Science-based life advice

A pair of sociologists have come up with science-based advice for grads. It’s a powerful antidote to the usual “follow your dreams” stuff. For example:

College graduates are often told: “follow your passion,” do “what you love,” what you were “meant to do,” or “make your dreams come true.” Two-thirds think they’re going find a job that allows them to change the world, half within five years. Yikes. 

This sets young people up to fail. The truth is that the vast majority of us will not be employed in a job that is both our lifelong passion and a world-changer; that’s just not the way our global economy is.

I would add that the pressure even to know what you love, what your passions are, or what your dreams are when you’re graduating from college is mistaken. When I graduated with a degree in creative writing, I assumed that I ought to want to be in publishing, which it turns out is like loving food and thus deciding to work in an abattoir. It was only through a series of odd decisions and happenstance — deciding on a whim to go off to India instead of figuring out my career, coming back from India just as the dot-com boom was taking off, following a girlfriend to Korea to teach English for a year — that I gradually came to know what I love and care about.  

The keys seem to be flexibility, friendship, and listening, rather than a relentless focus on any particular goal, such as children, a house, or changing the world. (Via BoingBoing.)

Positive, not polyanna

Can you stay positive without being naive?

Business Insider has a set of charts meant to restore your faith in humanity. A lot of the data is US-focused, and there are points where you can find clouds in the silver linings. But overall the data BI highlights is credible evidence of things getting better for lots of people.

We all know there are awful things in the world. There is too much suffering, too much cruelty, too much sorrow.

But naivete cuts both ways.

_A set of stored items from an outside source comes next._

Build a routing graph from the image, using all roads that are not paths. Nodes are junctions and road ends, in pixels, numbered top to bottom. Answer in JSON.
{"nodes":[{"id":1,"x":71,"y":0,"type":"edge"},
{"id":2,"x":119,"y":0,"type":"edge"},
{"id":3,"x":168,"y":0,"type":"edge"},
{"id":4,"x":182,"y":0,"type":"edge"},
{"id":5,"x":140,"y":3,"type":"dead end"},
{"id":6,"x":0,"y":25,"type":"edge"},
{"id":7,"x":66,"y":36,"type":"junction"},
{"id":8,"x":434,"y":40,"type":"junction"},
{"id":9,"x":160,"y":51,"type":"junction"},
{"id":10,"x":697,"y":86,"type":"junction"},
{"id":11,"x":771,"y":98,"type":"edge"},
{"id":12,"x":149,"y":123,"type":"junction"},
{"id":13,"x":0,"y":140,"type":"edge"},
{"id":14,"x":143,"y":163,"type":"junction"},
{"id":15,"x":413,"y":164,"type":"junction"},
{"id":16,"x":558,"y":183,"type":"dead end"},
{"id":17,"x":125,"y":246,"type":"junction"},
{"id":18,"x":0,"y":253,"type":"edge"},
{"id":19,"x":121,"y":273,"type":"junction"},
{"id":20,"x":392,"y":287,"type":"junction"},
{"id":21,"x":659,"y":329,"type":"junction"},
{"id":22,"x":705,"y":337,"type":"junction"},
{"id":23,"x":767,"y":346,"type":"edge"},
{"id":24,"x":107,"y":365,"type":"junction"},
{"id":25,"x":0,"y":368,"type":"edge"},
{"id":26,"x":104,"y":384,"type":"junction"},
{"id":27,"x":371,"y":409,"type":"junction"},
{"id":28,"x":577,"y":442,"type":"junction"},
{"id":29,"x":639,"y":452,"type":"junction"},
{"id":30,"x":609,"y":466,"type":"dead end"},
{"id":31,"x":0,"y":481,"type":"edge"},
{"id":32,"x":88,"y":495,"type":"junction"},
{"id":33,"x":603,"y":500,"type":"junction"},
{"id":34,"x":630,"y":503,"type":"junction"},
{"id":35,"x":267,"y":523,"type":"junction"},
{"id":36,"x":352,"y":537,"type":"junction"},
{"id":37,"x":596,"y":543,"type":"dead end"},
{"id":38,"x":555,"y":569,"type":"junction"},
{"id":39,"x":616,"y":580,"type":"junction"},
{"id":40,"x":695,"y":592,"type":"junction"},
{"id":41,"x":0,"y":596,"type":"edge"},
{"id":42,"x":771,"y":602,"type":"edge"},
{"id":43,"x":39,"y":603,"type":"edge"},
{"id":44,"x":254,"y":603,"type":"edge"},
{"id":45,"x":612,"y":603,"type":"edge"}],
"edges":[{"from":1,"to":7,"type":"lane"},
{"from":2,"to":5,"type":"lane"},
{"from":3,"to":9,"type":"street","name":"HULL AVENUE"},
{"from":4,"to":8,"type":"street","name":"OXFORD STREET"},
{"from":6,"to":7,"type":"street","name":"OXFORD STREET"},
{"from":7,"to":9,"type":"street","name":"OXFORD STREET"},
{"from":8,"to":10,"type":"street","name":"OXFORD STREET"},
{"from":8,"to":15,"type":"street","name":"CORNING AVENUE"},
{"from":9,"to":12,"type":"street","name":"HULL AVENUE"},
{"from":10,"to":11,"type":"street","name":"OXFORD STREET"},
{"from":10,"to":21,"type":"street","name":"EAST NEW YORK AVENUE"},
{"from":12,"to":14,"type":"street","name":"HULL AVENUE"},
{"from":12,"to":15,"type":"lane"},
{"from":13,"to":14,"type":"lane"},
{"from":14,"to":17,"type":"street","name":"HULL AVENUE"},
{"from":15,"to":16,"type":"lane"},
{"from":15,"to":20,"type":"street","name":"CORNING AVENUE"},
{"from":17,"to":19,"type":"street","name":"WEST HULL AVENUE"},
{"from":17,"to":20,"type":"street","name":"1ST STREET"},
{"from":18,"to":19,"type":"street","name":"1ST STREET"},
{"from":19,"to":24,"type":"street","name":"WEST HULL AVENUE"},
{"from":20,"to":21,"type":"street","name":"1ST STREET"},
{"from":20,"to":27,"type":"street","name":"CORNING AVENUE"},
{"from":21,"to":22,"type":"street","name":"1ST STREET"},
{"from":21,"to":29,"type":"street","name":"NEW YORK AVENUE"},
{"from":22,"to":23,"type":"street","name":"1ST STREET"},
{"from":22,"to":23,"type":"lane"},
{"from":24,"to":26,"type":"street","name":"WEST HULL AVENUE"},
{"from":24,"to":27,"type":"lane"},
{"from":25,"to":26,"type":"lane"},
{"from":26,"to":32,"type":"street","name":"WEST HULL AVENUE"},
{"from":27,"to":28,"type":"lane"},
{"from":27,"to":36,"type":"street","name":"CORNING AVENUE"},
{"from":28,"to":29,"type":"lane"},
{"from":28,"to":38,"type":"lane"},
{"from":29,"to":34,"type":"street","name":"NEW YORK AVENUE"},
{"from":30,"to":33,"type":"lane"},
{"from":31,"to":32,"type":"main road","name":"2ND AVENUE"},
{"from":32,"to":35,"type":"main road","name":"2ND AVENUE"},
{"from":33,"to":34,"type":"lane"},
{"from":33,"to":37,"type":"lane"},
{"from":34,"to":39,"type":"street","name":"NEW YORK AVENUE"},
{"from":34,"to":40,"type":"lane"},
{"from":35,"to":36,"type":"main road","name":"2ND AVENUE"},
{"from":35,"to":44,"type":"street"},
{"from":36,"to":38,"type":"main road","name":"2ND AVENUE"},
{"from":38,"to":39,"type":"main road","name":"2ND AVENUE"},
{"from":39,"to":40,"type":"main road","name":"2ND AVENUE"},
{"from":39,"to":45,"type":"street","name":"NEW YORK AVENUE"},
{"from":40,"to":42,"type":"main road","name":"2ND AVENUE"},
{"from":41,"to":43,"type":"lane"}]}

Focusing on the negative and staying blind to the positive is just as naive as doing the opposite. Only by noticing where — and how — things are getting better can we apply the lessons and do our part.

Letting desire flow

A new study (picked up by BoingBoing) makes the case that BDSM practitioners are actually better adjusted psychologically than the population at large. The reasons given are speculative, but the researcher argues that “BDSM play requires the explicit consent of the players regarding the type of actions to be performed, their duration and intensity, and therefore involves careful scrutiny and communication of one’s own sexual desires and needs.”

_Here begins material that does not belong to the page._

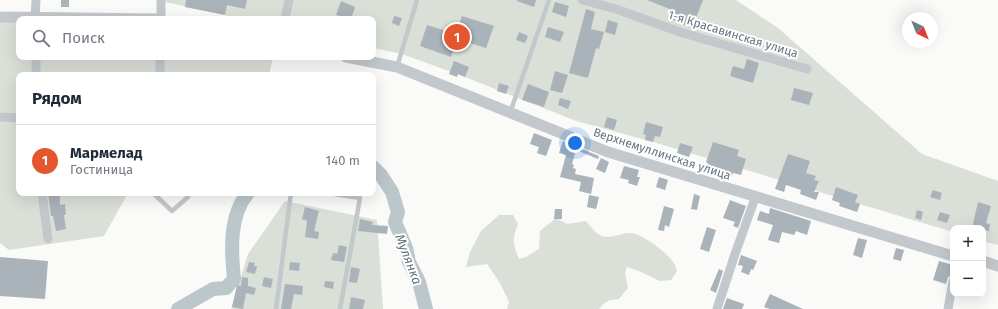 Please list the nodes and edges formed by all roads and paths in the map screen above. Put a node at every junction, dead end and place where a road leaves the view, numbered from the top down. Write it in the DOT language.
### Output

It’s one study, and these studies should always be taken with a grain of salt. Still, what stands out here is that there’s some scientific evidence that exploring desire — in thought and in action — can lead to greater happiness.

We often look at desire as something to move beyond. Shouldn’t we be helping society or focusing on our families or working harder? Isn’t craving the source of our suffering, as the Buddhists might say?

Mark Epstein, a psychologist and Buddhist writer, argues in his book Open to Desire that we can’t simply turn off desire. Desire is part of who we are, and exploring our deep and sometimes frightening desires can be a path to self-knowledge.

In so many other contexts, we’re ready to encourage the intimacy of close communication and the adventure of pushing our own limits, even to the point of intense physical pain. Skydiving? Sure! Running a marathon? Hey, awesome! Taking a long weekend to spend some time with your partner? Sounds wonderful!

If we step back from the cultural shaming and pathologizing, is BDSM really any different? It’s likely to hurt less than running a marathon (and is actually kind of less likely to make your nipples bleed), it’s not nearly as risky as backpacking across Latin America, and it will probably create more intimacy and openness in a relationship than going to see The Great Gatsby together (a different opportunity to hang out together in a dark room while wearing ridiculous outfits).

The main point is to stay open to who you really are and what you really desire. If there’s something inside your own mind that scares you, instead of shutting it away, you might want to try walking toward it and making friends.